2. Compounds with activity against asexual liver and/or blood stages
Novel chemical series with EC50<500nM and which have one or more of the following key features:
- A known, novel mechanism of action;
- An inability to select resistant mutants in vitro;
- Activity at more than one life-cycle stage;
- A long half-life (ideally >4h in rodents) and confirmed in vivo efficacy.
For advanced series, we are seeking novel compounds with, ideally, a predicted human half-life >100h and a predicted oral single human dose <500mg or an i.m. dose that can be administered in <0.5mL and sufficient for up to 3 months’ protection in humans.

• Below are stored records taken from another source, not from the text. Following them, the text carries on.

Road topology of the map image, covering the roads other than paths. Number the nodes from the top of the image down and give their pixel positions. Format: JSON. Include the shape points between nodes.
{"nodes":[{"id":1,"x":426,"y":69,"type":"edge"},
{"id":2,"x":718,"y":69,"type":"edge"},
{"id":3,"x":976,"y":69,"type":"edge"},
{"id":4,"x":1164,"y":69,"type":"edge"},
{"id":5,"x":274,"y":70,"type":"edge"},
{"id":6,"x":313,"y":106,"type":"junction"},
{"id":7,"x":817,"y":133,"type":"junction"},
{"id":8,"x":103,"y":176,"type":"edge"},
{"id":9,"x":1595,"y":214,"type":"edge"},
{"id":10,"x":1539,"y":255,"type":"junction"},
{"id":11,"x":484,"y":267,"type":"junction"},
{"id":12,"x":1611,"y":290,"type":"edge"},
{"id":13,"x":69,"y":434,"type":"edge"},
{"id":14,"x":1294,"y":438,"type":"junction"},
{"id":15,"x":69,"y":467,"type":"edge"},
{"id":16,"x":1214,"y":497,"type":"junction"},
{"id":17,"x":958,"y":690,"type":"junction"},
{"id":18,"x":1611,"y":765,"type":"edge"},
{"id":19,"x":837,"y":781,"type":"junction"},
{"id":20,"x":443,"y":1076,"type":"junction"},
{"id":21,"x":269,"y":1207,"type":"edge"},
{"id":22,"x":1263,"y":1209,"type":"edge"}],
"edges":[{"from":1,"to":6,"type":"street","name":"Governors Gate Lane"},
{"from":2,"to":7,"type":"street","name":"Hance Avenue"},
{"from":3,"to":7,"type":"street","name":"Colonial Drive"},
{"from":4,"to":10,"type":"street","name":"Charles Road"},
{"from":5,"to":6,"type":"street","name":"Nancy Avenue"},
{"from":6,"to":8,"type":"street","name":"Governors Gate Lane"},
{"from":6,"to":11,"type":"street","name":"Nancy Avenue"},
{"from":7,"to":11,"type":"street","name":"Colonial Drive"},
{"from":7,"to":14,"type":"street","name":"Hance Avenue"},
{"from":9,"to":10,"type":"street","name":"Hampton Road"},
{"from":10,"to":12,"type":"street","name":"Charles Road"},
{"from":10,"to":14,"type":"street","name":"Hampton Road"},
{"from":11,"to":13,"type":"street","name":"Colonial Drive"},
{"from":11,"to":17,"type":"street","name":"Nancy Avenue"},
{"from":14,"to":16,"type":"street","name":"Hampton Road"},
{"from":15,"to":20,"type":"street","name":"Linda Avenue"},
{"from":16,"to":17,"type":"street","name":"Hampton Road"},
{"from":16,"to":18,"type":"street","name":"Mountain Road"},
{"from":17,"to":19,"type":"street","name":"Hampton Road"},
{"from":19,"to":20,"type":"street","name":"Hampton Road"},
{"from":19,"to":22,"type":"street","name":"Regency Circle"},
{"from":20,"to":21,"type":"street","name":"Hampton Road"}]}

3. Novel approaches for screening
To help identify new phenotypic and/ or target based hits, as well as confirm activity of MMV compounds on all human malaria asexual blood stages, new screening proposals are sought amongst the three categories below:
- Validated Plasmodium target-based assays, ideally with evidence of target essentiality beyond asexual blood stages. Biological validation should be supported by a biological target based screening assay suited for identification of novel chemical series.
- Novel whole cell phenotypic screening paradigms to potentially identify new relevant chemistry.

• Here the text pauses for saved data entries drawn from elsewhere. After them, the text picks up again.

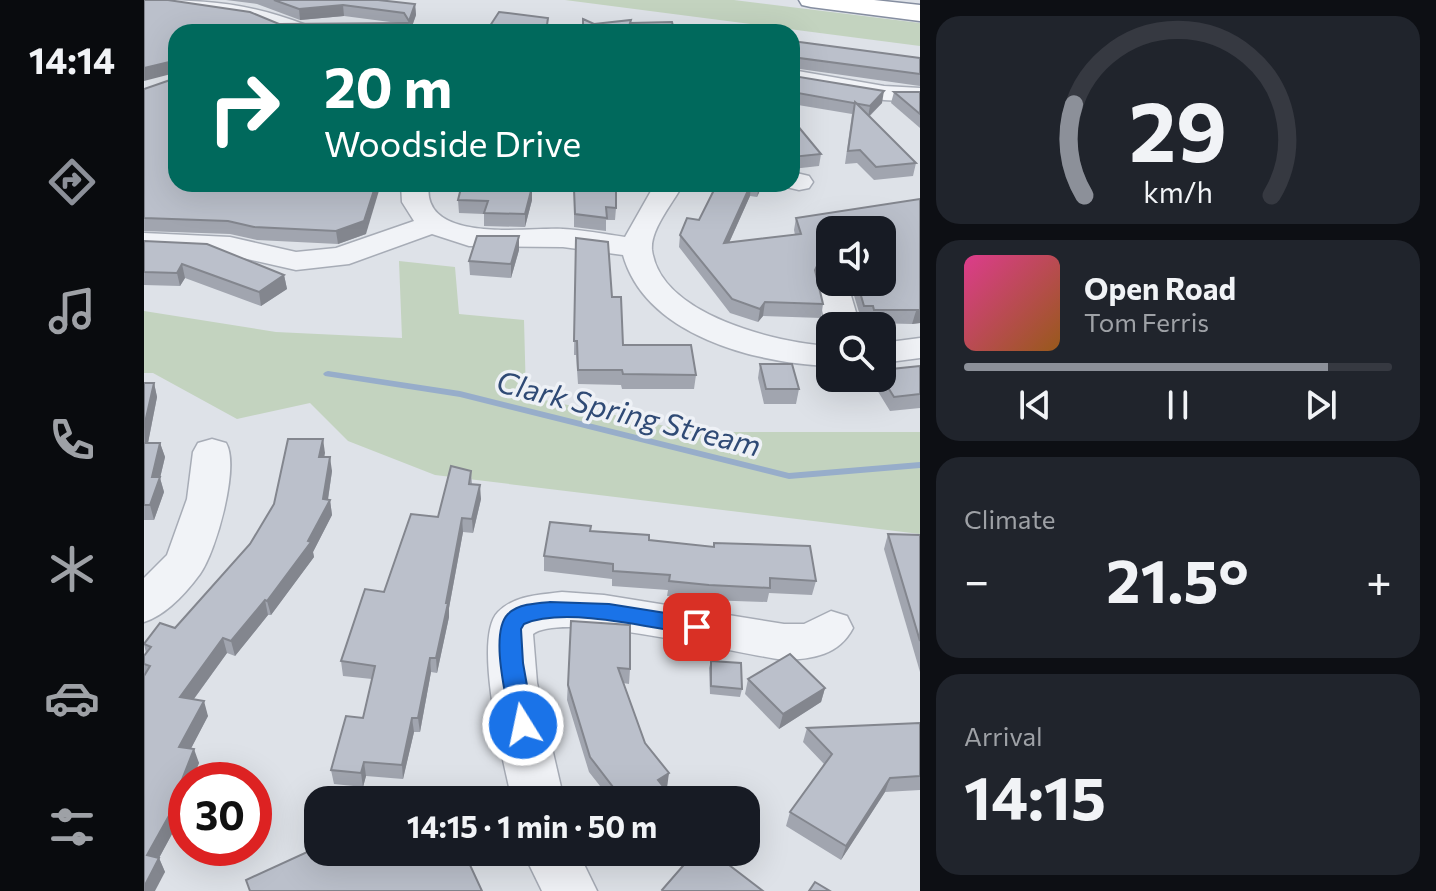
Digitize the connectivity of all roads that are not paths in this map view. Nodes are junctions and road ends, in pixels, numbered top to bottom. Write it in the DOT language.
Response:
graph roads {
  1 [pos="158,0"];
  2 [pos="811,0"];
  3 [pos="226,11"];
  4 [pos="920,13"];
  5 [pos="190,24"];
  6 [pos="279,24"];
  7 [pos="800,78"];
  8 [pos="920,95"];
  9 [pos="413,192"];
  10 [pos="665,192"];
  11 [pos="432,224"];
  12 [pos="144,242"];
  13 [pos="637,248"];
  14 [pos="920,348"];
  15 [pos="896,351"];
  16 [pos="816,354"];
  17 [pos="212,452"];
  18 [pos="144,605"];
  19 [pos="831,628"];
  20 [pos="535,786"];
  21 [pos="557,866"];
  22 [pos="570,891"];
  1 -- 3 [label="street"];
  2 -- 4 [label="highway"];
  3 -- 5 [label="street"];
  3 -- 6 [label="street"];
  7 -- 8 [label="street"];
  9 -- 11 [label="street"];
  10 -- 13 [label="street"];
  11 -- 12 [label="street"];
  11 -- 13 [label="street"];
  13 -- 16 [label="street"];
  14 -- 15 [label="street"];
  17 -- 18 [label="street"];
  19 -- 20 [label="street"];
  21 -- 22 [label="street"];
}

- Asexual blood stage assays for vivax, malariae and ovale malaria.
Please see the published MMV Target Candidate Profiles for more information. Early target validation falls outside of our mandate.

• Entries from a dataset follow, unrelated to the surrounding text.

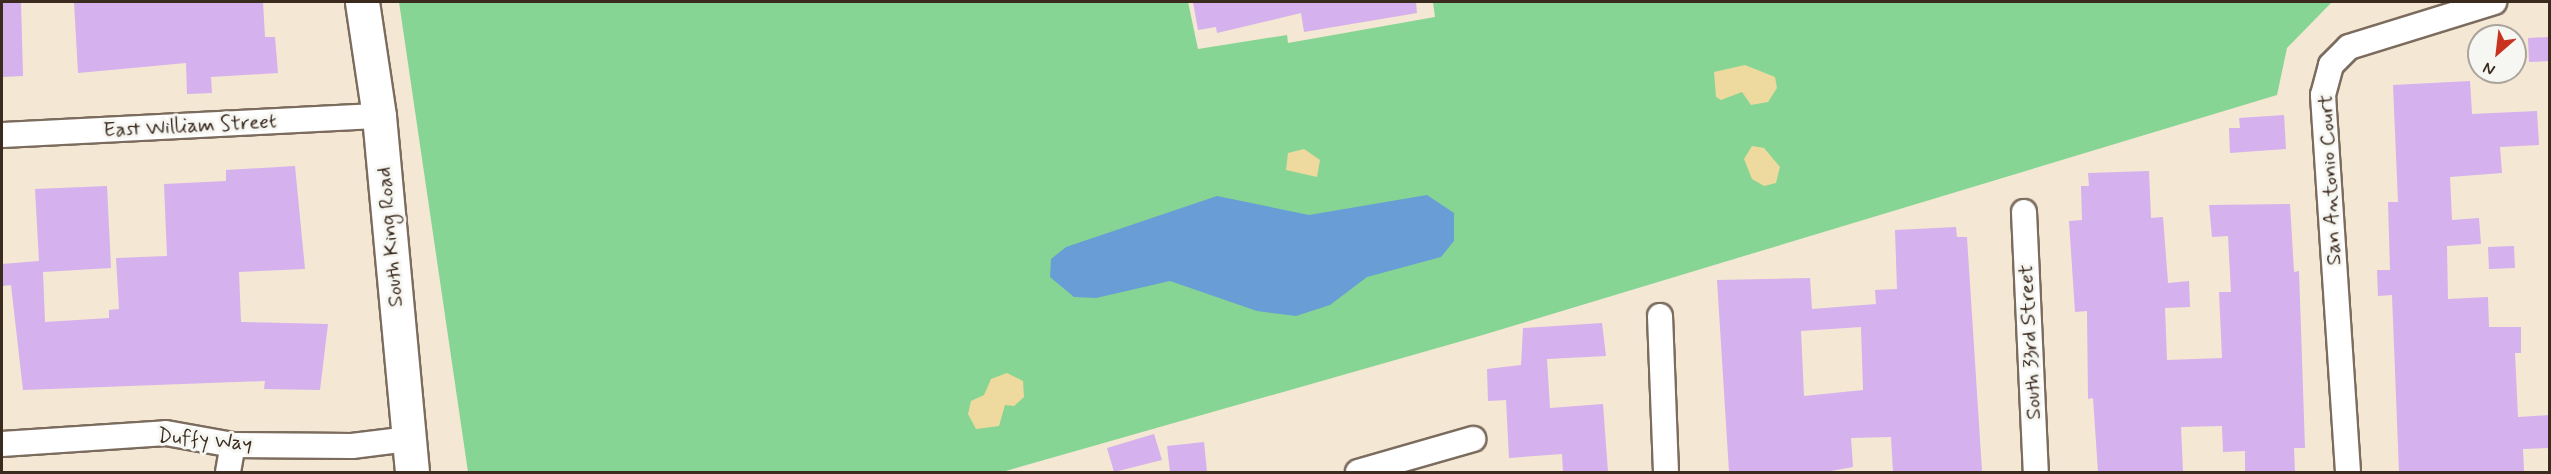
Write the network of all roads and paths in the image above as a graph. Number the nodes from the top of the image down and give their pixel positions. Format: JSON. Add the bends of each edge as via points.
{"nodes":[{"id":1,"x":362,"y":2,"type":"edge"},
{"id":2,"x":2494,"y":2,"type":"edge"},
{"id":3,"x":379,"y":116,"type":"junction"},
{"id":4,"x":2,"y":135,"type":"edge"},
{"id":5,"x":2024,"y":212,"type":"dead end"},
{"id":6,"x":1660,"y":316,"type":"dead end"},
{"id":7,"x":408,"y":439,"type":"junction"},
{"id":8,"x":1473,"y":439,"type":"dead end"},
{"id":9,"x":2,"y":444,"type":"edge"},
{"id":10,"x":233,"y":445,"type":"junction"},
{"id":11,"x":1373,"y":470,"type":"edge"},
{"id":12,"x":228,"y":472,"type":"edge"},
{"id":13,"x":412,"y":472,"type":"edge"},
{"id":14,"x":1666,"y":472,"type":"edge"},
{"id":15,"x":2036,"y":472,"type":"edge"},
{"id":16,"x":2348,"y":472,"type":"edge"}],
"edges":[{"from":1,"to":3,"type":"main road","name":"South King Road"},
{"from":2,"to":16,"type":"street","name":"San Antonio Court","via":[[2349,47],[2331,65],[2322,95]]},
{"from":3,"to":4,"type":"street","name":"East William Street"},
{"from":3,"to":7,"type":"main road","name":"South King Road"},
{"from":5,"to":15,"type":"street","name":"South 33rd Street"},
{"from":6,"to":14,"type":"street"},
{"from":7,"to":10,"type":"street","name":"Duffy Way","via":[[352,446]]},
{"from":7,"to":13,"type":"main road","name":"South King Road"},
{"from":8,"to":11,"type":"street"},
{"from":9,"to":10,"type":"street","name":"Duffy Way","via":[[166,433]]},
{"from":10,"to":12,"type":"street"}]}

MMV also welcomes requests for support to investigate the mechanism of action of compounds:
Compounds for target identification
MMV is working with a consortium funded by the Bill and Melinda Gates Foundation on a project to identify mechanisms of action of compounds having phenotypic activity. Compounds can be considered for such target identification activities provided that the following terms are acceptable:
- The Plasmodium whole cell EC50 <1uM and the chemical structure can be shared.
- A minimum of 10mgs of compound can be provided to the consortium.
- The ongoing studies and data will be discussed with the compound provider but the consortium have permission to publish (with co-authorship from the provider).
A one page Excel template needs to be completed to submit a compound for target ID.
All applications using the specified templates should be sent electronically to proposals [at] mmv.org by 12 noon CET, Friday, 24 March 2017.